WASHINGTON – Oct 8- Federal Aviation Administration Deputy Administrator Mike Whitaker today announced that the agency and the aviation community have agreed on a plan that accelerates the delivery of key NextGen initiatives to the flying public over the next three years. The agreement was reached at a meeting today between the FAA and the NextGen Advisory Committee (NAC), an organization composed of airlines, manufacturers and labor groups and represents the culmination of several months of intensive and unprecedented collaboration. The benefits from these initiatives will enable even more aircraft in markets throughout the country to fly more directly, improving safety and efficiency while saving time and reducing fuel burn, carbon emissions and noise.
The NextGen Priorities Joint Implementation Plan will be finalized by the FAA in collaboration with aviation industry representatives, and delivered to Congress on October 17. The agency and industry share responsibility to meet specific milestones, locations, timelines, and metrics for “high priority, high readiness” NextGen initiatives outlined in the plan.
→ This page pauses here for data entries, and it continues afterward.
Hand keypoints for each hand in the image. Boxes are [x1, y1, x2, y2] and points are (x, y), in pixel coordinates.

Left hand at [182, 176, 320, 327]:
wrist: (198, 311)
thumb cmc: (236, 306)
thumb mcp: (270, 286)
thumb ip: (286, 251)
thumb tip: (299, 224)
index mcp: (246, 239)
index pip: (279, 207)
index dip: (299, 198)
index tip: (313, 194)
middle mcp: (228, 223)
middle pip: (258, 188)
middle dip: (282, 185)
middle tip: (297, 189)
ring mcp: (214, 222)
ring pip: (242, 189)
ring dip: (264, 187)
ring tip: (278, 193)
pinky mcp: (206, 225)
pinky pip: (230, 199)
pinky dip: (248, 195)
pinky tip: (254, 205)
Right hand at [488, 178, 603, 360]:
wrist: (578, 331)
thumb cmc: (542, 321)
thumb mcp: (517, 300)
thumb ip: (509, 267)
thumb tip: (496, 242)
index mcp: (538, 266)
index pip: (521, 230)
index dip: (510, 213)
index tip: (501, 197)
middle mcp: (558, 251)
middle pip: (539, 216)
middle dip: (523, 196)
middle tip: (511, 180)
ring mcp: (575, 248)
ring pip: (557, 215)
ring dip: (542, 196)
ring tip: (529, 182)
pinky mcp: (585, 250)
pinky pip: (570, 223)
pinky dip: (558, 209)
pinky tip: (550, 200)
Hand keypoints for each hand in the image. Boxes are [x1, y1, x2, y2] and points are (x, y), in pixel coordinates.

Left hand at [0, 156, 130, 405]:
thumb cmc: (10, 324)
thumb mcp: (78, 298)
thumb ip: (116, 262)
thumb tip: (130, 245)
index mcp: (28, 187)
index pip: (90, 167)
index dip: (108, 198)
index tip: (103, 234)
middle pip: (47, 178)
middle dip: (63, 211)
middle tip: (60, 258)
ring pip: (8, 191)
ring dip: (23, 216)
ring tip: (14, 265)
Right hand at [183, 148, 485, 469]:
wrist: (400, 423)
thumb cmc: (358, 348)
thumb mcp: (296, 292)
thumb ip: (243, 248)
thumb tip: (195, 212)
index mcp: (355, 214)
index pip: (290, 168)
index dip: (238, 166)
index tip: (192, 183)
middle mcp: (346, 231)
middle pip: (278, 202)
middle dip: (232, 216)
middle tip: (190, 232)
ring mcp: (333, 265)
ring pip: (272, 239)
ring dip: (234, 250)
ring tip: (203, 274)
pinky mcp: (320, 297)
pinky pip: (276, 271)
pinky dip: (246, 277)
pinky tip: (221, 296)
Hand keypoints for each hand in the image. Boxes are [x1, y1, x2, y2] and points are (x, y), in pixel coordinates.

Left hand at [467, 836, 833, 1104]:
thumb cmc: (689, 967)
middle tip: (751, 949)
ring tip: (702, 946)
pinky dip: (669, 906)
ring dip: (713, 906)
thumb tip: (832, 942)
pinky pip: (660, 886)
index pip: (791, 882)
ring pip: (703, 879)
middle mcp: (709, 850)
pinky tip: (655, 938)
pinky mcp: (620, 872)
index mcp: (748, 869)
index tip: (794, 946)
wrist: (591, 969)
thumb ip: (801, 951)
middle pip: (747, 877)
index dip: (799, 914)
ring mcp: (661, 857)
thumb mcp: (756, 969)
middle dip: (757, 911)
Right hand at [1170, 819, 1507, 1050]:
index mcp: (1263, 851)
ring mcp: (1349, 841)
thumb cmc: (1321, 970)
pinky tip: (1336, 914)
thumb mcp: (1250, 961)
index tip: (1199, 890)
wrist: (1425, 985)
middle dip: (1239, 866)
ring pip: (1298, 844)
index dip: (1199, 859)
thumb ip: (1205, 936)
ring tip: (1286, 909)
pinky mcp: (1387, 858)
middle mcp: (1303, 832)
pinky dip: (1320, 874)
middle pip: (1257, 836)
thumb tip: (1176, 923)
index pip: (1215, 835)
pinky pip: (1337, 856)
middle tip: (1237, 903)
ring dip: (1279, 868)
These initiatives include Multiple Runway Operations, Performance Based Navigation, Surface and Data Communications.
"One of my first actions as Deputy Administrator was asking our industry stakeholders for a prioritized list of NextGen capabilities," said Whitaker. "Today's agreement lays out a clear path for the delivery of four of those capabilities and, more importantly, reflects what can be accomplished when industry and FAA work together. The priorities outlined in this plan will deliver real benefits to the traveling public in the near-term: reducing flight delays, enhancing safety and increasing predictability."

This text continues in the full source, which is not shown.